The public sector employee in SHEPP pays 5.58% to get $21,814. How can the public sector employee pay in the same and twice as much in taxpayer funded pension?

Canada is addressing pension reform at all levels of government. Fairness between the public sector and public sector pensions is one the key issues that needs to be addressed.

2 comments:

percyq said...

A private sector employee pays 4.95% of annual income into the CPP plan to get $10,905 per year in pension income.
The public sector employee in SHEPP pays 5.58% to get $21,814. How can the public sector employee pay in the same and twice as much in taxpayer funded pension?


So what? The first is the CPP.
The second a defined contribution pension, which is part of the employee's compensation package.
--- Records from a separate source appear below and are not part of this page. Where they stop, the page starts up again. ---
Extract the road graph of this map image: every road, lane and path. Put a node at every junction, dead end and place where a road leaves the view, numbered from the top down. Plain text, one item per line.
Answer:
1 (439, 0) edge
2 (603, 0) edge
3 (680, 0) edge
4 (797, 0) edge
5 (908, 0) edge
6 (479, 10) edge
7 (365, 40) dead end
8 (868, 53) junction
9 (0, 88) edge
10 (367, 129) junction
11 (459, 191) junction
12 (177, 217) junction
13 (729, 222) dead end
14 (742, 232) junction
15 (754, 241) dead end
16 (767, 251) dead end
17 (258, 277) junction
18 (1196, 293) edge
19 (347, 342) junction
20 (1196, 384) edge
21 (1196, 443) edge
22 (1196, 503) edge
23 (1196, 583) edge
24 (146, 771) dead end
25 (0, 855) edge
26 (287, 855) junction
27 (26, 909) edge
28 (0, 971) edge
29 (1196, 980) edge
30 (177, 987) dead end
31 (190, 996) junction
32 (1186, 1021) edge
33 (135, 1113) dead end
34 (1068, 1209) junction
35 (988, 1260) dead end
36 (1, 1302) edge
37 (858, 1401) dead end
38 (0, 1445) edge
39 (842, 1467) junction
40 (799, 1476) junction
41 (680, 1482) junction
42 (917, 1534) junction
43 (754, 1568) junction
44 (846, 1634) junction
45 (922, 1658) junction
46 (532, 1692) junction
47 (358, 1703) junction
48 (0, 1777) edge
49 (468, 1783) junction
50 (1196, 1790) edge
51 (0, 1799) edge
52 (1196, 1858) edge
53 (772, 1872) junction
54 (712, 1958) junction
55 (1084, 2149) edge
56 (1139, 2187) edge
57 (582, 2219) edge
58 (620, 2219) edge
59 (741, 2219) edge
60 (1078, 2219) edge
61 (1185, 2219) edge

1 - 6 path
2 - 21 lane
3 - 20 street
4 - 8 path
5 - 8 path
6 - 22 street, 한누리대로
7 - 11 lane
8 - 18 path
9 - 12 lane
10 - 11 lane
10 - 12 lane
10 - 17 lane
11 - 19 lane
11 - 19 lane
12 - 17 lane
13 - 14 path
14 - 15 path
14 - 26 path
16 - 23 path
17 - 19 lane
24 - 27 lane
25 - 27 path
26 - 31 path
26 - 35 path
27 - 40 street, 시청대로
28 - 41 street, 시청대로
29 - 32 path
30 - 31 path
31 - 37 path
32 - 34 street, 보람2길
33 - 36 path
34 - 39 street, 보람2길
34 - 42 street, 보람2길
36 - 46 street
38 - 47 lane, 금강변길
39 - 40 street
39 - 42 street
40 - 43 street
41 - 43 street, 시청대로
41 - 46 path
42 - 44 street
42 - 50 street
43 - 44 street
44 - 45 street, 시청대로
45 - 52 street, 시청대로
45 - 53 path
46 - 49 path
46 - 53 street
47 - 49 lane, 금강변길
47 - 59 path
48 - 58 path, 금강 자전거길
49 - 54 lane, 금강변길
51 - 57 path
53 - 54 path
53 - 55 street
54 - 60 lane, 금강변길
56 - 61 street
Those are two different things.
A private sector worker with a defined contribution pension (which many have) would have the same result if everything else were equal.
I'm not sure what you and Bill Tufts are whining about here: the fact that some workers have negotiated pensions?
If that is the case then the solution is for those in the private sector who want a pension to join a union and bargain collectively to achieve that end.

Bill Tufts said...

Interesting comments Percy.

Most of the public sector pensions are defined benefit. Guaranteed income beginning as early as age 50 for life.

Who do you think is the public sector worker's employer? It is the taxpayer.

Taxpayers fund it and the public sector employees enjoy it.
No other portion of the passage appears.